● **Aim of the exercise**: Although the entries contain pictures, repeat only their words, exactly as written.

● **Material for this exercise**:
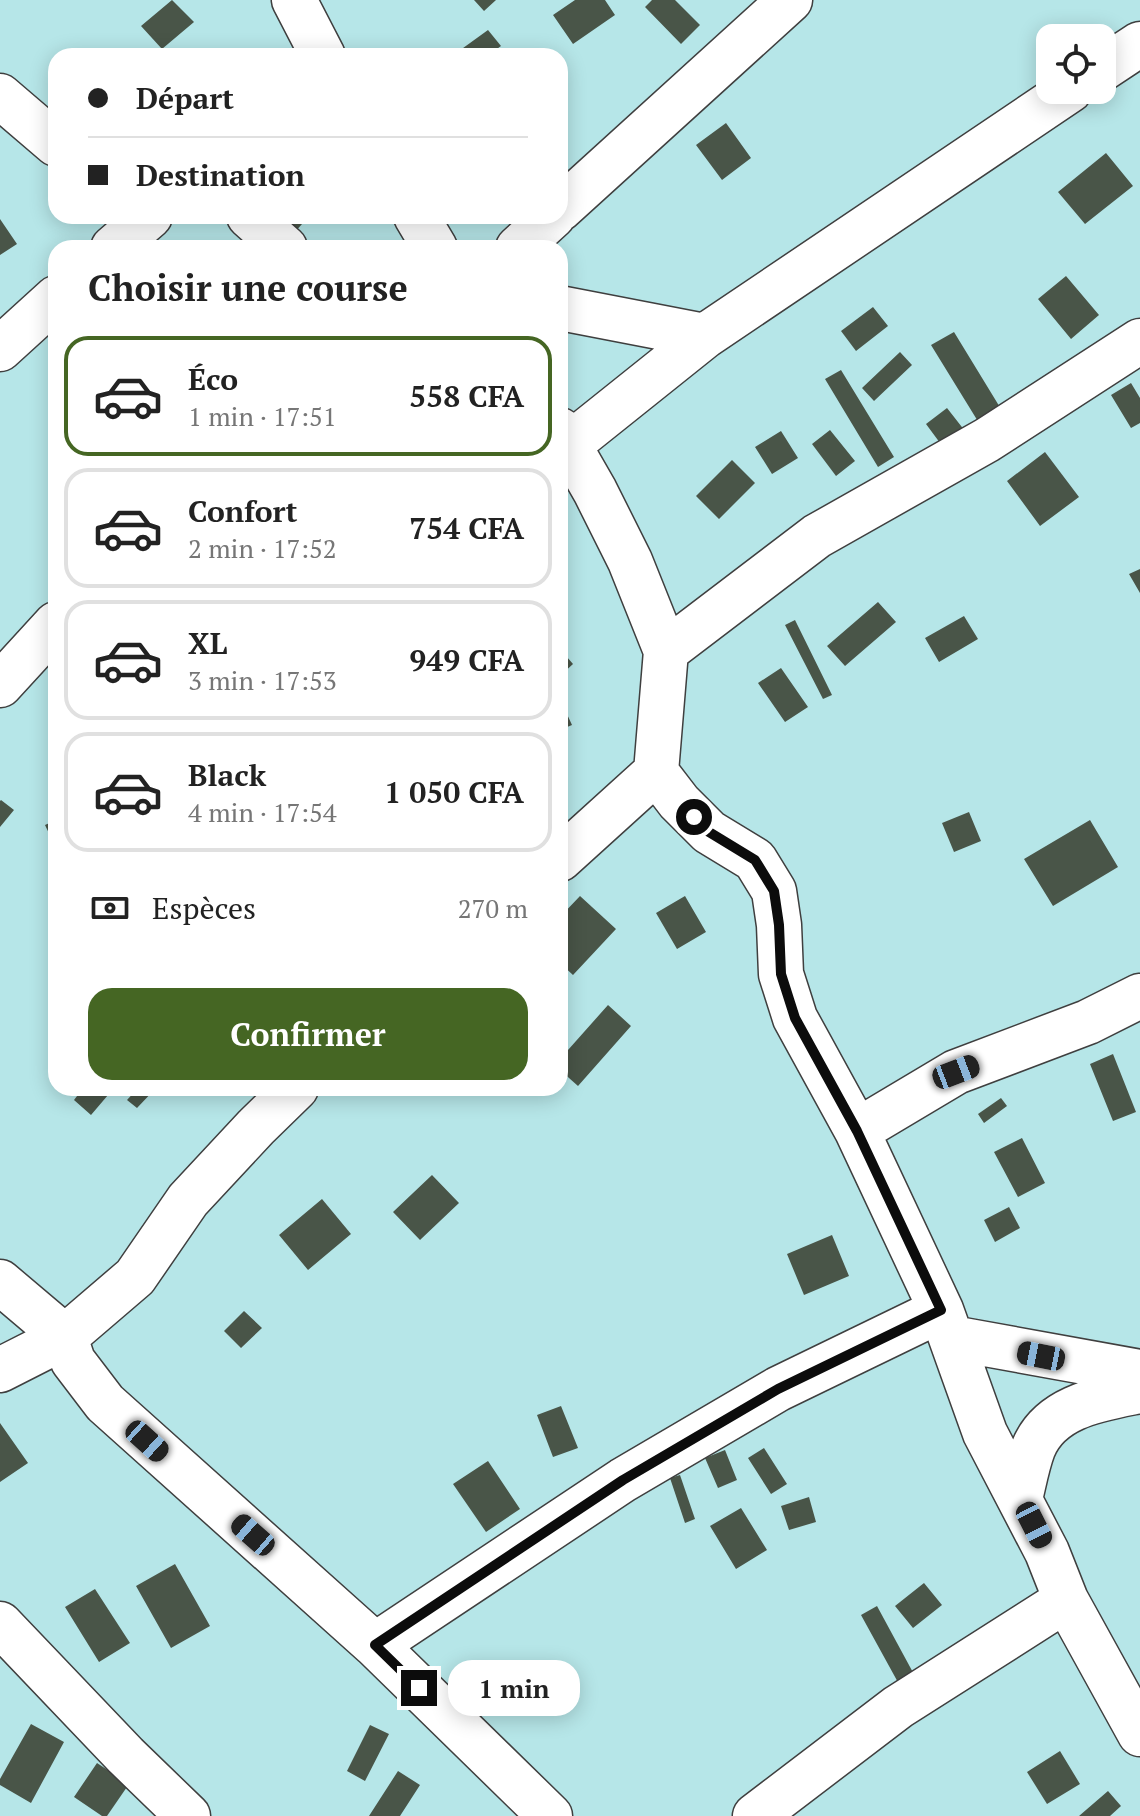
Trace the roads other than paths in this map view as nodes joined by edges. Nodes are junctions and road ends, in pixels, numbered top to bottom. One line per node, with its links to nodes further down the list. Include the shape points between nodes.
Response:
1 (294, 0): 5 (street)
2 (319, 0): 6 (street)
3 (790, 0): 11 (street)
4 (1140, 44): 7 (street)
5 (315, 48)
6 (317, 48)
7 (1116, 60)
8 (0, 96): 10 (street)
9 (1049, 104): 20 (street)
10 (48, 137)
11 (568, 202)
12 (141, 224): 15 (street)
13 (258, 224): 16 (street)
14 (544, 224): 17 (street)
15 (122, 240)
16 (276, 240)
17 (527, 240)
18 (48, 305): 22 (street)
19 (568, 310): 20 (street)
20 (705, 336): 23 (street)
21 (1140, 341): 26 (street, via 987,440 817,536)
22 (0, 349)
23 (568, 438)
24 (568, 451): 26 (street, via 630,561)
25 (48, 633): 27 (street)
26 (666, 651): 28 (street)
27 (0, 685)
28 (656, 772): 29 (street); 32 (street, via 709,832 755,860 774,891 781,974 795,1018)
29 (568, 852)
30 (1140, 996): 32 (street, via 1088,1022 956,1072)
31 (288, 1096): 35 (street, via 188,1200 135,1277)
32 (857, 1131): 34 (street)
33 (0, 1282): 35 (street)
34 (947, 1324): 37 (street); 39 (street, via 985,1433); 42 (street, via 778,1389 623,1480)
35 (65, 1337): 36 (street); 42 (street, via 73,1361 105,1403)
36 (0, 1370)
37 (1140, 1372)
38 (1140, 1391): 39 (street, via 1091,1400 1043,1430)
39 (1020, 1499): 40 (street)
40 (1066, 1600): 43 (street); 46 (street, via 898,1707)
41 (0, 1624): 44 (street)
42 (375, 1645): 45 (street)
43 (1140, 1734)
44 (188, 1816)
45 (550, 1816)
46 (755, 1816)

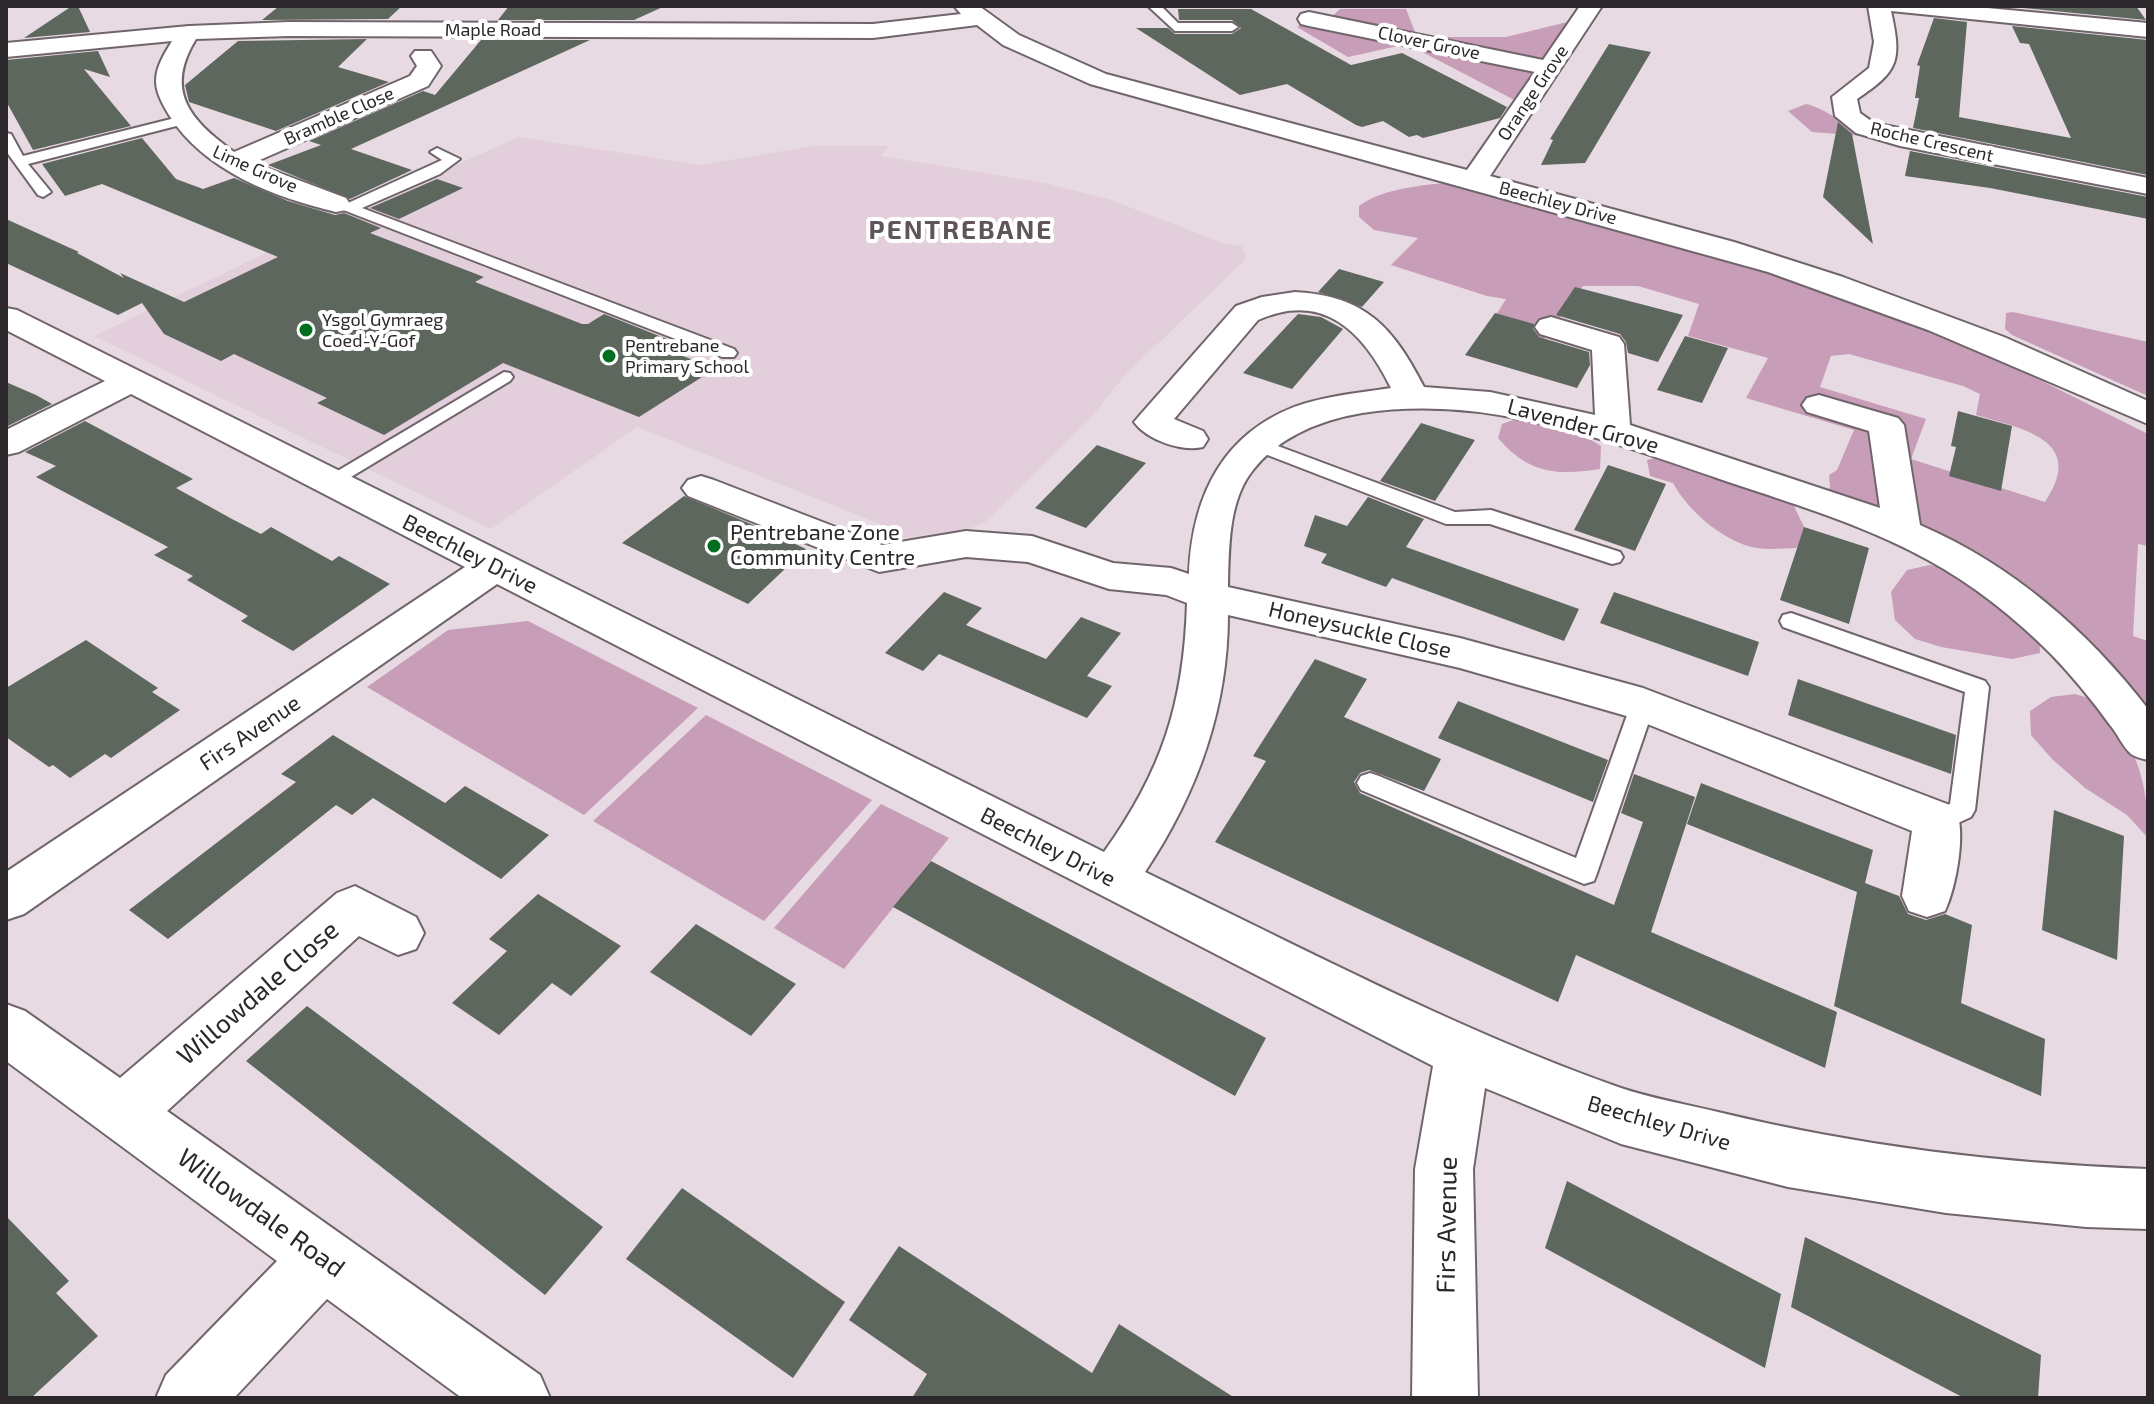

● **Answer section**:
Trace the roads other than paths in this map view as nodes joined by edges. Nodes are junctions and road ends, in pixels, numbered top to bottom. One line per node, with its links to nodes further down the list. Include the shape points between nodes.
Response:
1 (294, 0): 5 (street)
2 (319, 0): 6 (street)
3 (790, 0): 11 (street)
4 (1140, 44): 7 (street)
5 (315, 48)
6 (317, 48)
7 (1116, 60)
8 (0, 96): 10 (street)
9 (1049, 104): 20 (street)
10 (48, 137)
11 (568, 202)
12 (141, 224): 15 (street)
13 (258, 224): 16 (street)
14 (544, 224): 17 (street)
15 (122, 240)
16 (276, 240)
17 (527, 240)
18 (48, 305): 22 (street)
19 (568, 310): 20 (street)
20 (705, 336): 23 (street)
21 (1140, 341): 26 (street, via 987,440 817,536)
22 (0, 349)
23 (568, 438)
24 (568, 451): 26 (street, via 630,561)
25 (48, 633): 27 (street)
26 (666, 651): 28 (street)
27 (0, 685)
28 (656, 772): 29 (street); 32 (street, via 709,832 755,860 774,891 781,974 795,1018)
29 (568, 852)
30 (1140, 996): 32 (street, via 1088,1022 956,1072)
31 (288, 1096): 35 (street, via 188,1200 135,1277)
32 (857, 1131): 34 (street)
33 (0, 1282): 35 (street)
34 (947, 1324): 37 (street); 39 (street, via 985,1433); 42 (street, via 778,1389 623,1480)
35 (65, 1337): 36 (street); 42 (street, via 73,1361 105,1403)
36 (0, 1370)
37 (1140, 1372)
38 (1140, 1391): 39 (street, via 1091,1400 1043,1430)
39 (1020, 1499): 40 (street)
40 (1066, 1600): 43 (street); 46 (street, via 898,1707)
41 (0, 1624): 44 (street)
42 (375, 1645): 45 (street)
43 (1140, 1734)
44 (188, 1816)
45 (550, 1816)
46 (755, 1816)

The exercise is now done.